Yo ahora me encuentro que hay un monotema: portarse bien. Hay una culpa que se pone sobre los hombros de la población: cumplir a rajatabla las normas o tendremos la culpa nosotros de que vuelva el virus. Nosotros y nadie más que nosotros. Hay una censura que se aprovecha de esta concepción, abroncar a cualquiera que ponga en duda la imponderable bondad de cumplir a rajatabla, de no protestar, de no decir lo contrario, de salirse de la norma y de ser crítico con el paternalismo del estado. Hay una vigilancia constante que parece sacada de la novela de Orwell: todos tienen un móvil apuntando a su vecino y parece que ese móvil siempre mira como el ojo del Gran Hermano, con la intención de sacar la falta. Los móviles del otro nos vigilan de forma maligna, acotando nuestra libertad a la más absoluta intimidad y no hay escapatoria.

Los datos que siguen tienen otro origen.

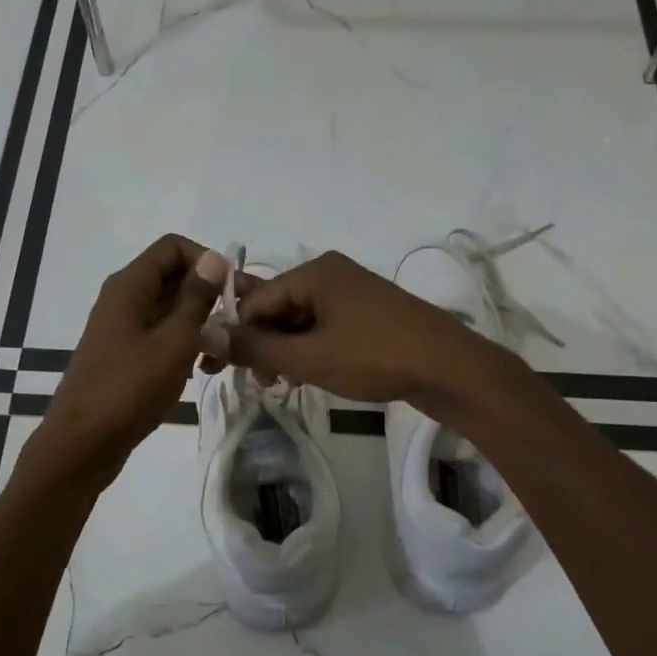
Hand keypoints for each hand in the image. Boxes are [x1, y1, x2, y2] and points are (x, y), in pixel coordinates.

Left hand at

No nos salvan las normas, igual que no nos salva saber que no podemos cruzar un semáforo en rojo. Nos salva que exista un ente superior, que pueda venir y multarnos, que nos vigile, pero siempre con medidas democráticas, es decir, siempre siendo vigilado por otro ente y así.

Lo de los vigilantes callejeros, vecinos chivatos, acusadores civiles sin chapa de sheriff es propio de sociedades atenazadas por el miedo, la culpa y la falta de democracia y tienen el efecto doble de hacer que los razonables se escondan y los exaltados se exalten y George Orwell acertó tanto con su novela precisamente porque se escribió en 1948.

El cumplimiento exhaustivo, constante, infatigable, sin un solo átomo de libertad individual, observado infatigablemente por una cámara o un ojo ajeno censurador tiene un nombre que todos conocemos y el mundo fue a la guerra por borrarlo de la historia. Qué bien le viene siempre al poder que haya cámaras en cada balcón. Qué miedo me da. Necesitamos urgentemente una vacuna contra la intransigencia social.